Dans le cadre de la grossesse, le cas des femmes végétaliennes et végans s’avère en effet souvent plus délicat et complexe que celui des femmes végétariennes. D’ailleurs, les autorités de santé déconseillent ce mode alimentaire pendant la grossesse. Alors que, pour l’Office national de l’enfance, "le végétarisme peut être poursuivi sans danger pour la maman et le bébé pendant la grossesse et l’allaitement si certains principes sont respectés comme la consommation en suffisance (3 ou 4 portions par jour) de produits laitiers et d’huiles riches en acides gras oméga 3, l’association des céréales et légumineuses au sein d’un même repas, la consommation de fer d’origine végétale avec des aliments ou des boissons riches en vitamine C afin d’en augmenter l’absorption". En revanche, il n’en va pas de même pour l’alimentation végétalienne.
En effet, l’ONE la déconseille pendant la grossesse et l’allaitement "car le risque de carences nutritionnelles est important". Les femmes végétaliennes doivent pouvoir bénéficier de conseils personnalisés d’un diététicien et/ou d’un médecin, estime encore l’ONE.
"Ces femmes devraient faire l’objet d’un suivi particulier, car elles atteignent très difficilement les apports requis, confirme la diététicienne. Or c’est rarement le cas aujourd’hui… Au cours des mois de grossesse et d’allaitement des symptômes tels que la fatigue importante, une perte de masse musculaire, des déficits de l’immunité et la cicatrisation peuvent se manifester. Il ne faut pas les négliger : la carence en zinc augmente le risque d’hémorragie autour de l’accouchement. Pour les végétaliennes, il faudra recourir à des aliments spécifiques (germes de blé, algues…) et des compléments alimentaires plus complexes pour espérer rencontrer les besoins. Une surveillance par des professionnels formés est indispensable."

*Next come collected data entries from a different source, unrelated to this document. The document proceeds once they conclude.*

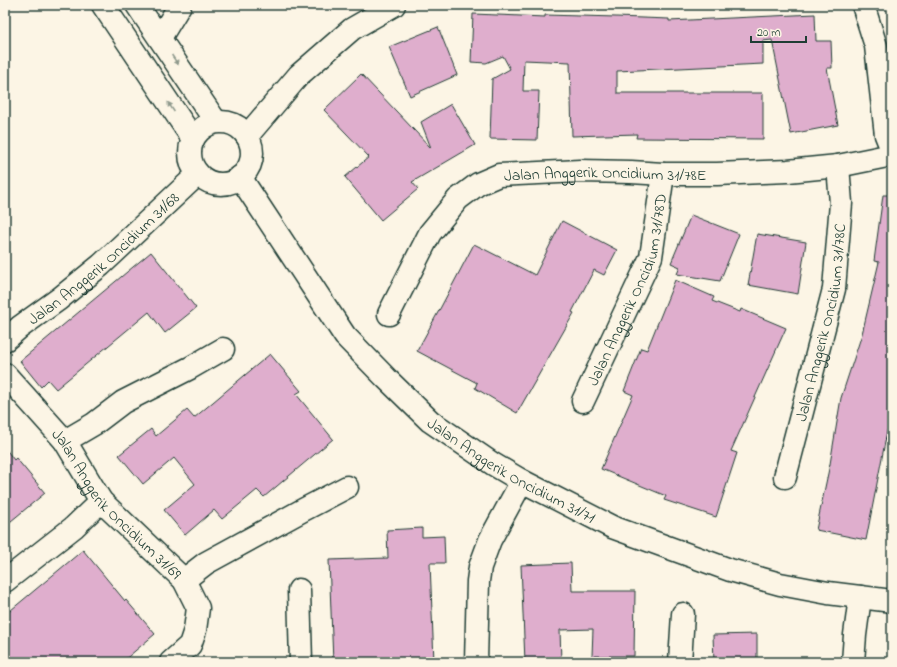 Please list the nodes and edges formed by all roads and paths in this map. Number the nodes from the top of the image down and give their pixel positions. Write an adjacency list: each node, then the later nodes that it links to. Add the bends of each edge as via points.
1 (102, 5): 9 (street, one-way to 1)
2 (137, 5): 6 (street)
3 (180, 5): 6 (street)
4 (394, 5): 8 (street, via 352,29 299,75)
5 (863, 5): 10 (street, via 876,46 886,135)
6 (160, 38): 7 (street, one-way to 7)
7 (216, 122): 8 (street, via 228,122); 9 (street, via 203,128)
8 (247, 136): 15 (street, via 251,148 250,162)
9 (193, 139): 13 (street, via 190,158)
10 (892, 150)
11 (892, 155): 12 (street, Jalan Anggerik Oncidium 31/78E)
12 (838, 166): 14 (street, Jalan Anggerik Oncidium 31/78E, via 732,174); 22 (street, Jalan Anggerik Oncidium 31/78C, via 841,203 834,289)
13 (198, 174): 15 (street, via 208,181 219,184); 17 (street, Jalan Anggerik Oncidium 31/68, via 101,265)
14 (663, 174): 16 (street, Jalan Anggerik Oncidium 31/78E, via 580,171 499,175 478,184 458,198 430,233); 20 (street, Jalan Anggerik Oncidium 31/78D, via 651,257)
15 (240, 177): 23 (street, Jalan Anggerik Oncidium 31/71, via 345,336 386,380 430,421)
16 (389, 314)
17 (5, 340)
18 (223, 349): 21 (street, via 123,402)
19 (5, 374): 21 (street, Jalan Anggerik Oncidium 31/69)
20 (583, 401)
21 (65, 442): 25 (street, Jalan Anggerik Oncidium 31/69)
22 (785, 477)
23 (522, 481): 29 (street, Jalan Anggerik Oncidium 31/71, via 612,527 730,570 780,584); 34 (street, via 490,540 480,567)
24 (348, 486): 26 (street, via 206,563)
25 (101, 501): 26 (street, Jalan Anggerik Oncidium 31/69); 27 (street, via 74,527)
26 (184, 580): 32 (street, Jalan Anggerik Oncidium 31/69, via 198,608 195,630 190,646)
27 (5, 581)
28 (299, 590): 33 (street)
29 (860, 597): 30 (street, Jalan Anggerik Oncidium 31/71); 36 (street)
30 (892, 601)
31 (683, 614): 35 (street)
32 (171, 662)
33 (301, 662)
34 (476, 662)
35 (680, 662)
36 (853, 662)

Plus encore sans doute pour les végétaliennes et les végans, mais aussi pour les végétariennes. "Chez toutes ces femmes, nous voyons souvent des pertes de masse musculaire, des cas de sarcopénie, notamment au niveau des bras, des jambes, mais aussi du périnée. Des kinés avec lesquels nous travaillons observent des périnées difficiles à rééduquer tant ils sont devenus fins. Il s’avère qu’il s’agit souvent de patientes végétaliennes dont les apports protéiques sont déficitaires. On voit aussi des anémies très importantes, des altérations de la peau, des cheveux, des ongles."
Les recommandations
Bilan préconceptionnel. À la question de savoir quelles sont les principales recommandations qui peuvent être faites aux femmes végétariennes et végétaliennes avec un désir de grossesse, Geneviève Vanbellinghen conseille de "faire un bilan en préconceptionnel pour savoir où elle en est, prendre les bonnes habitudes et si nécessaire donner les vitamines et minéraux requis à temps. Le statut en zinc ou en fer, par exemple, met du temps à se corriger. Parfois des mois. Réalisé en fonction de son cas particulier, de son mode de vie, des maladies ou allergies éventuelles, ce bilan permettra de personnaliser l’alimentation. Idéalement, il faudrait que la femme enceinte soit suivie par une diététicienne au cours de sa grossesse et l’allaitement, conjointement à son médecin et/ou sage-femme".
Allaitement. "Après l’accouchement, ces femmes vont continuer à avoir des déficits nutritionnels très importants, pendant de nombreux mois ou parfois années, poursuit la diététicienne. Un allaitement long va exacerber les déficits notamment en zinc, en protéines, en DHA, qui sont précisément les points critiques chez les végétariennes-végétaliennes. On risque donc d’avoir, à terme, certaines carences en vitamines et en oligo-éléments chez le bébé. C’est pourquoi il est indispensable qu’elles continuent à prendre un complément alimentaire adapté à l’allaitement, qui contient notamment plus de zinc. Il faudra aussi envisager quelle alimentation sera donnée à l’enfant à partir de la diversification alimentaire."